§ Prompt: Read through the material below and find each line that has the word "roads"; copy it.

§ Data for this task:
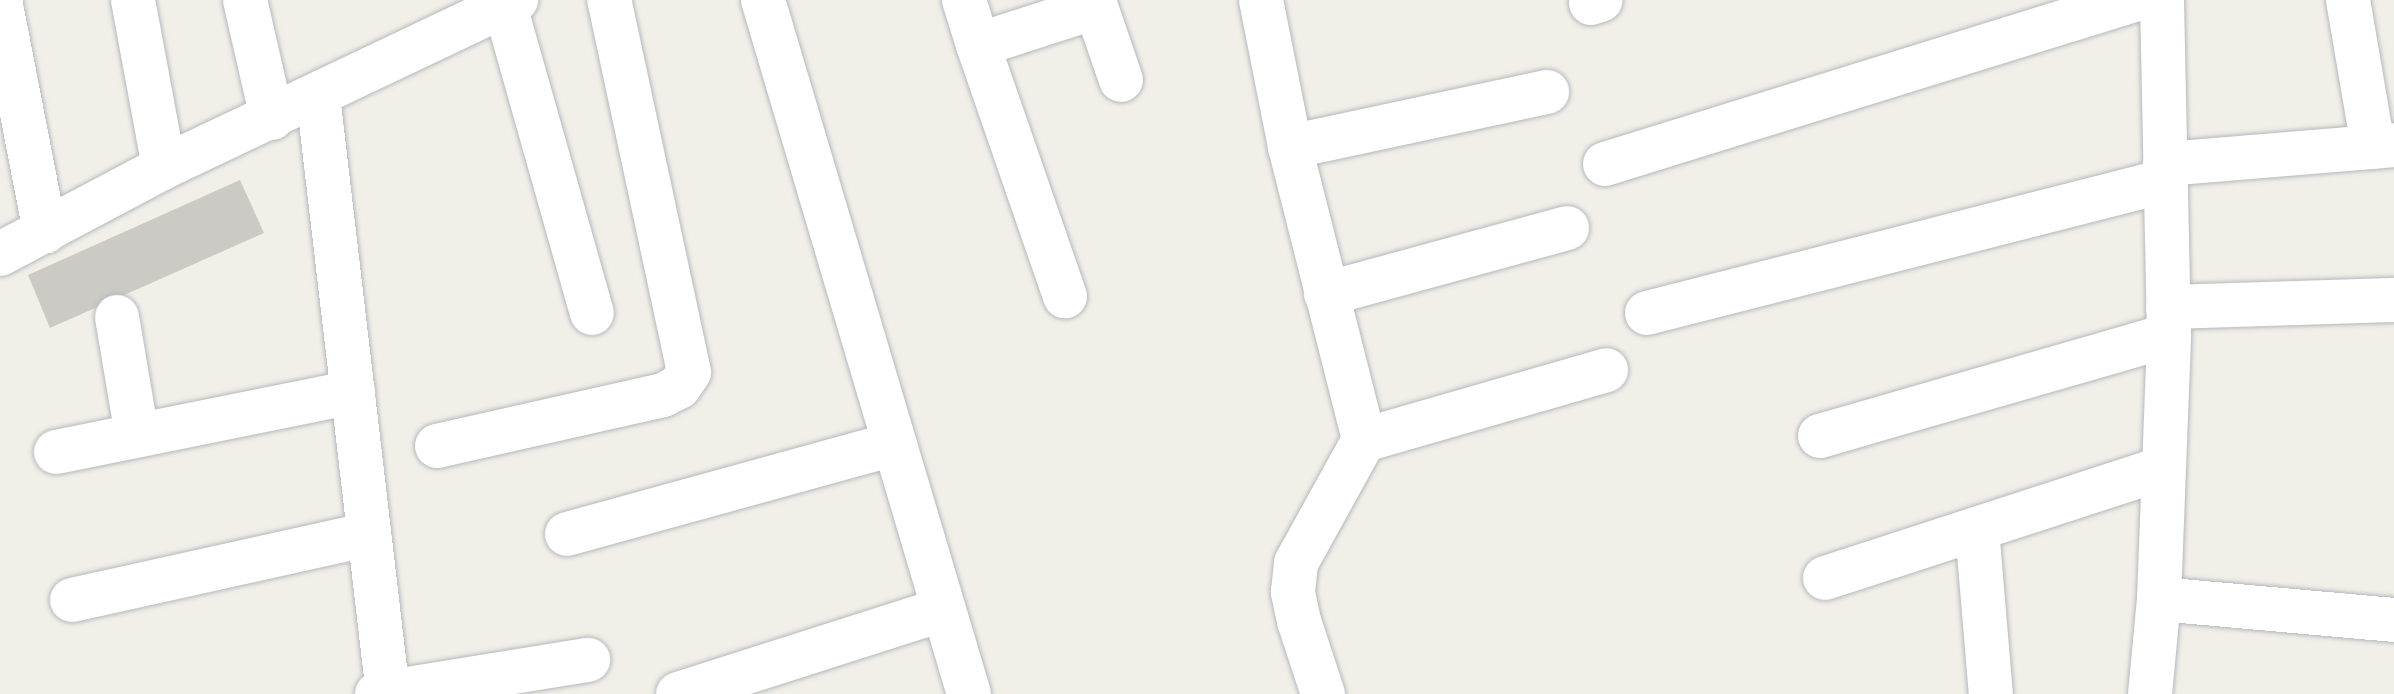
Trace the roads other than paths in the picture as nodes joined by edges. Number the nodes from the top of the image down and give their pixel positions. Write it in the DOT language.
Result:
graph roads {
  1 [pos="0,0"];
  2 [pos="133,0"];
  3 [pos="245,0"];
  4 [pos="609,0"];
  5 [pos="763,0"];
  6 [pos="964,0"];
  7 [pos="1261,0"];
  8 [pos="2134,0"];
  9 [pos="2162,0"];
  10 [pos="2348,0"];
  11 [pos="510,3"];
  12 [pos="978,45"];
  13 [pos="1121,80"];
  14 [pos="1547,92"];
  15 [pos="318,96"];
  16 [pos="272,118"];
  17 [pos="2384,146"];
  18 [pos="1290,147"];
  19 [pos="1605,164"];
  20 [pos="164,167"];
  21 [pos="2165,173"];
  22 [pos="1567,228"];
  23 [pos="45,232"];
  24 [pos="0,254"];
  25 [pos="1326,294"];
  26 [pos="1065,296"];
  27 [pos="2394,300"];
  28 [pos="592,313"];
  29 [pos="1647,313"];
  30 [pos="117,317"];
  31 [pos="2168,321"];
  32 [pos="1606,370"];
  33 [pos="353,392"];
  34 [pos="137,435"];
  35 [pos="1820,436"];
  36 [pos="1364,440"];
  37 [pos="893,444"];
  38 [pos="437,446"];
  39 [pos="56,452"];
  40 [pos="2161,469"];
  41 [pos="1977,529"];
  42 [pos="369,534"];
  43 [pos="567,534"];
  44 [pos="1825,578"];
  45 [pos="2159,599"];
  46 [pos="72,600"];
  47 [pos="942,610"];
  48 [pos="2394,620"];
  49 [pos="588,660"];
  50 [pos="384,693"];
  51 [pos="678,694"];
  52 [pos="969,694"];
  53 [pos="1323,694"];
  54 [pos="1991,694"];
  55 [pos="2150,694"];
  1 -- 23 [label="street"];
  2 -- 20 [label="street"];
  3 -- 16 [label="street"];
  4 -- 38 [label="street"];
  5 -- 37 [label="street"];
  6 -- 12 [label="street"];
  7 -- 18 [label="street"];
  8 -- 19 [label="street"];
  9 -- 21 [label="street"];
  10 -- 17 [label="street"];
  11 -- 15 [label="street"];
  11 -- 28 [label="street"];
  12 -- 13 [label="street"];
  12 -- 26 [label="street"];
  14 -- 18 [label="street"];
  15 -- 16 [label="street"];
  15 -- 33 [label="street"];
  16 -- 20 [label="street"];
  17 -- 21 [label="street"];
  18 -- 25 [label="street"];
  20 -- 23 [label="street"];
  21 -- 29 [label="street"];
  21 -- 31 [label="street"];
  22 -- 25 [label="street"];
  23 -- 24 [label="street"];
  25 -- 36 [label="street"];
  27 -- 31 [label="street"];
  30 -- 34 [label="street"];
  31 -- 35 [label="street"];
  31 -- 40 [label="street"];
  32 -- 36 [label="street"];
  33 -- 34 [label="street"];
  33 -- 42 [label="street"];
  34 -- 39 [label="street"];
  36 -- 53 [label="street"];
  37 -- 43 [label="street"];
  37 -- 47 [label="street"];
  40 -- 41 [label="street"];
  40 -- 45 [label="street"];
  41 -- 44 [label="street"];
  41 -- 54 [label="street"];
  42 -- 46 [label="street"];
  42 -- 50 [label="street"];
  45 -- 48 [label="street"];
  45 -- 55 [label="street"];
  47 -- 51 [label="street"];
  47 -- 52 [label="street"];
  49 -- 50 [label="street"];
}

§ Written solution:
Trace the roads other than paths in the picture as nodes joined by edges. Number the nodes from the top of the image down and give their pixel positions. Write it in the DOT language.
graph roads {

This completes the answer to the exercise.